Reinfection can still occur after a natural infection of rubella or after receiving only one dose of the vaccine (via Rubella). Therefore, it's important that you're updated with your immunizations, and get two doses of the MMR vaccine or whatever is recommended by your doctor.
COVID-19 and the MMR vaccine
One thing that has arisen from the COVID-19 pandemic is the vast amount of research that's been going into learning more about the virus, how to fight it, and how it affects different aspects of our lives. In connection to rubella, many studies have been done on the relationship of the MMR vaccine to COVID-19. In a 2021 systematic review published in the International Journal of Molecular Epidemiology and Genetics, some findings suggest that while the MMR vaccine may not prevent someone from getting COVID-19, it may affect its natural course, such as decreasing its severity. Other studies also looked into the immunoglobulin G (IgG) levels from the MMR vaccine and found that the mumps and rubella IgG may have a role in decreasing the severity of COVID-19.

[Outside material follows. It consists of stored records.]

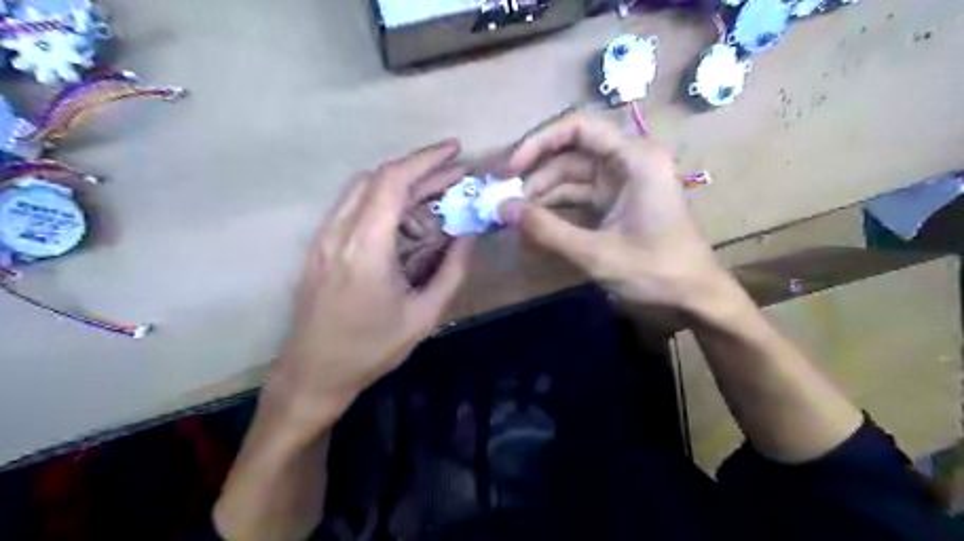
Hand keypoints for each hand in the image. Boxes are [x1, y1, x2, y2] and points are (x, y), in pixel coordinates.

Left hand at [268, 142, 473, 427]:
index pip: (393, 182)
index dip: (426, 160)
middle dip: (420, 170)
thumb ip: (452, 270)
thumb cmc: (372, 349)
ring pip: (363, 189)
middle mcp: (339, 232)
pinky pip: (353, 208)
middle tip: (455, 176)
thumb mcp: (424, 315)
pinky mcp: (319, 246)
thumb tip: (469, 234)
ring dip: (401, 185)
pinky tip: (405, 221)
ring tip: (436, 199)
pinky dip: (383, 202)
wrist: (314, 373)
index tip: (455, 151)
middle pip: (378, 179)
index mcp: (366, 248)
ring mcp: (324, 237)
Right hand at [508, 115, 726, 316]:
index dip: (539, 143)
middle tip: (505, 200)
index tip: (511, 169)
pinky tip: (535, 224)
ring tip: (515, 216)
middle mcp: (629, 162)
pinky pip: (580, 197)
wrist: (694, 300)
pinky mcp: (618, 204)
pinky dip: (557, 209)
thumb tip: (502, 210)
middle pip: (571, 154)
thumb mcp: (596, 253)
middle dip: (537, 175)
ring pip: (572, 177)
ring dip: (543, 195)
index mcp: (634, 159)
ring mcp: (623, 184)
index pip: (578, 129)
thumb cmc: (655, 271)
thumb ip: (547, 230)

Although the results are promising, it's important to remember that these studies are still premature. We need a lot more evidence before we can truly say that the MMR vaccine can help reduce the severity of COVID-19. What we do have is a lot of evidence on the effectiveness of the MMR vaccine against rubella — 97% after one dose, per the CDC. So if you want to protect yourself from getting rubella, get the MMR vaccine if you haven't already.